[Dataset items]

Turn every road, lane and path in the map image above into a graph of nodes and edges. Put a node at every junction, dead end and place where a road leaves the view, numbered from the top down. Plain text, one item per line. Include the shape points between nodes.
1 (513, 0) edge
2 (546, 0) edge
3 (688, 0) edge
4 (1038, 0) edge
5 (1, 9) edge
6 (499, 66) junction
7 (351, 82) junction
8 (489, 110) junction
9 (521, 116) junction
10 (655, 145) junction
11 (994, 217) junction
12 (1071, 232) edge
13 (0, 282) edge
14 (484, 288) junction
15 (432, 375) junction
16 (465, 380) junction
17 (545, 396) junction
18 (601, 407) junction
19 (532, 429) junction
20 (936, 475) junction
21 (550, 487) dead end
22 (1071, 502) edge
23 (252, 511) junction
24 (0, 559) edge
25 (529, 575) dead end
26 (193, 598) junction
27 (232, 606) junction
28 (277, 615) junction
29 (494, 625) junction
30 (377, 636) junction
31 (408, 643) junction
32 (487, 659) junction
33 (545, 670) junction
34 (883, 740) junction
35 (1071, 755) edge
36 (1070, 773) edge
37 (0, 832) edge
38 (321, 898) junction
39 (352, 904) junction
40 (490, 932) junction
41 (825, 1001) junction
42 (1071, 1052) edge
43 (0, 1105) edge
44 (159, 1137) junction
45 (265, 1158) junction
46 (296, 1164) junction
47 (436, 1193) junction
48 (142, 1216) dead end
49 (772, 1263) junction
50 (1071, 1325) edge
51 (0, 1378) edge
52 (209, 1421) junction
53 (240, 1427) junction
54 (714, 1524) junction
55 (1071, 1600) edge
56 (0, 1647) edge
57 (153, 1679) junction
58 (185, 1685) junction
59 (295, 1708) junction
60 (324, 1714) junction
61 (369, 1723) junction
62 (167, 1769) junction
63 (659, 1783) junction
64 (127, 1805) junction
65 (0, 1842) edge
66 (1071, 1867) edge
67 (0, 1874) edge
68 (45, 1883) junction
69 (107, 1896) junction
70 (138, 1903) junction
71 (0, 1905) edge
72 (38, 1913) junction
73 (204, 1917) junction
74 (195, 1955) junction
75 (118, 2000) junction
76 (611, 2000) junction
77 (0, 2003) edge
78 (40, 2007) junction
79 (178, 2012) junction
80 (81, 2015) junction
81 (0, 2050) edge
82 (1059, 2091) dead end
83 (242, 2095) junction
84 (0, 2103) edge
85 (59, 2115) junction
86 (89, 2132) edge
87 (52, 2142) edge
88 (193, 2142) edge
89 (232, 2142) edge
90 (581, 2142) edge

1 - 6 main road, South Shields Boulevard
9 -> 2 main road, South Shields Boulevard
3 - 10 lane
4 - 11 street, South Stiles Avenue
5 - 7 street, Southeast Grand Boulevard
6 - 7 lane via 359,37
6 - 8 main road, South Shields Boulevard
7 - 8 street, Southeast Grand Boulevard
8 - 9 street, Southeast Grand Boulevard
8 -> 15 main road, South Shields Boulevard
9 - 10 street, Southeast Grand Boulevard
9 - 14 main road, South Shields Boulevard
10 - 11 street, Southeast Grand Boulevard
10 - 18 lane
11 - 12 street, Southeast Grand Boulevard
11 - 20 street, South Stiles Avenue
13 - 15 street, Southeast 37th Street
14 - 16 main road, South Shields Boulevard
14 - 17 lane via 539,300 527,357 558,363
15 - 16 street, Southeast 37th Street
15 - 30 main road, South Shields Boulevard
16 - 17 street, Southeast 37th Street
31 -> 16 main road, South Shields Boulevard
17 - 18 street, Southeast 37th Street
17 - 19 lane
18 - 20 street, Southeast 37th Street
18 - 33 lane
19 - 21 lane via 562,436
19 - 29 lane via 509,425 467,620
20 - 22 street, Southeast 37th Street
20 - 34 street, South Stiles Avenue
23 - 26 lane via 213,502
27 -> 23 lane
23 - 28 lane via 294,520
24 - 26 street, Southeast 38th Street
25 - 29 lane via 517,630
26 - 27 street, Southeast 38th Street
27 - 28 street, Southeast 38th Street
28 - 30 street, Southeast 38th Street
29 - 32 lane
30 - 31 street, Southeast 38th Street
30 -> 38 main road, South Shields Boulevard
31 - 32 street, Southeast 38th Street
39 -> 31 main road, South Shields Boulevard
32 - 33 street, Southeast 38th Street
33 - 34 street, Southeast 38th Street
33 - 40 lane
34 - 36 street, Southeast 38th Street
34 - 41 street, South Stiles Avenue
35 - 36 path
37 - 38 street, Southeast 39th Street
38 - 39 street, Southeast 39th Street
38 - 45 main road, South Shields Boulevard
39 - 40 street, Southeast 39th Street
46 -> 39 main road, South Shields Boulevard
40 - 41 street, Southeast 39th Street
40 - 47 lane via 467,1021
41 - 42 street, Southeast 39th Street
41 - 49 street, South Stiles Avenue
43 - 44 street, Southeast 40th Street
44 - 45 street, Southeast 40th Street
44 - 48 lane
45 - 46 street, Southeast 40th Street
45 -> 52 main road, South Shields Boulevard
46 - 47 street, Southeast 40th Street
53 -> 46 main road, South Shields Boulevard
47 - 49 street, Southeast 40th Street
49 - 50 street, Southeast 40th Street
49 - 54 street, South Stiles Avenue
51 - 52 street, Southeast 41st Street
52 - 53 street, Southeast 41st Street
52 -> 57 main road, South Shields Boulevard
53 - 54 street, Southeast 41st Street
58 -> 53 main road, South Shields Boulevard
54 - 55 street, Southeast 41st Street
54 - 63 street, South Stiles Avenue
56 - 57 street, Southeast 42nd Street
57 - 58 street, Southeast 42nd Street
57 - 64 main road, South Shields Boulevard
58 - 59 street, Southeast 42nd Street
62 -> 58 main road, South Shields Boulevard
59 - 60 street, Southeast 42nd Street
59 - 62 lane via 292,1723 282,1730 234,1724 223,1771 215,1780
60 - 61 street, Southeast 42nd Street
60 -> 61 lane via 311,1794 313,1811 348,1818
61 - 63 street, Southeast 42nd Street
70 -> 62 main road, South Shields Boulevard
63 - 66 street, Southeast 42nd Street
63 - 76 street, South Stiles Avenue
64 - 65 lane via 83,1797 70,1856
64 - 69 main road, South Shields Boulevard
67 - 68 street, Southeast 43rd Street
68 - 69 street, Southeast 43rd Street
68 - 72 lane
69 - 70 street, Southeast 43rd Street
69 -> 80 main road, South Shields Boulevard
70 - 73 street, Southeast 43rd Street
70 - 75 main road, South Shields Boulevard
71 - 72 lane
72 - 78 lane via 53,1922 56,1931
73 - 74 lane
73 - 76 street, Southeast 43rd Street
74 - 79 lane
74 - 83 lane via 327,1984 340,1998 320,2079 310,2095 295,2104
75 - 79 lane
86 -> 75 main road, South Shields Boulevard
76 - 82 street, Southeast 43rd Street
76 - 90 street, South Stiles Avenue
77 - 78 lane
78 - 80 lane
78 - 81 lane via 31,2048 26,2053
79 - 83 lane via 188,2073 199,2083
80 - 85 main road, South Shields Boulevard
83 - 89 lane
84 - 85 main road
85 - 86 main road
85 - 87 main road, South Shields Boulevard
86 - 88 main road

**WHAT TO DO:**
Lines with "Avenue" in the records above: copy every one of them.

**OUTPUT BELOW:**
4 - 11 street, South Stiles Avenue
11 - 20 street, South Stiles Avenue
20 - 34 street, South Stiles Avenue
34 - 41 street, South Stiles Avenue
41 - 49 street, South Stiles Avenue
49 - 54 street, South Stiles Avenue
54 - 63 street, South Stiles Avenue
63 - 76 street, South Stiles Avenue
76 - 90 street, South Stiles Avenue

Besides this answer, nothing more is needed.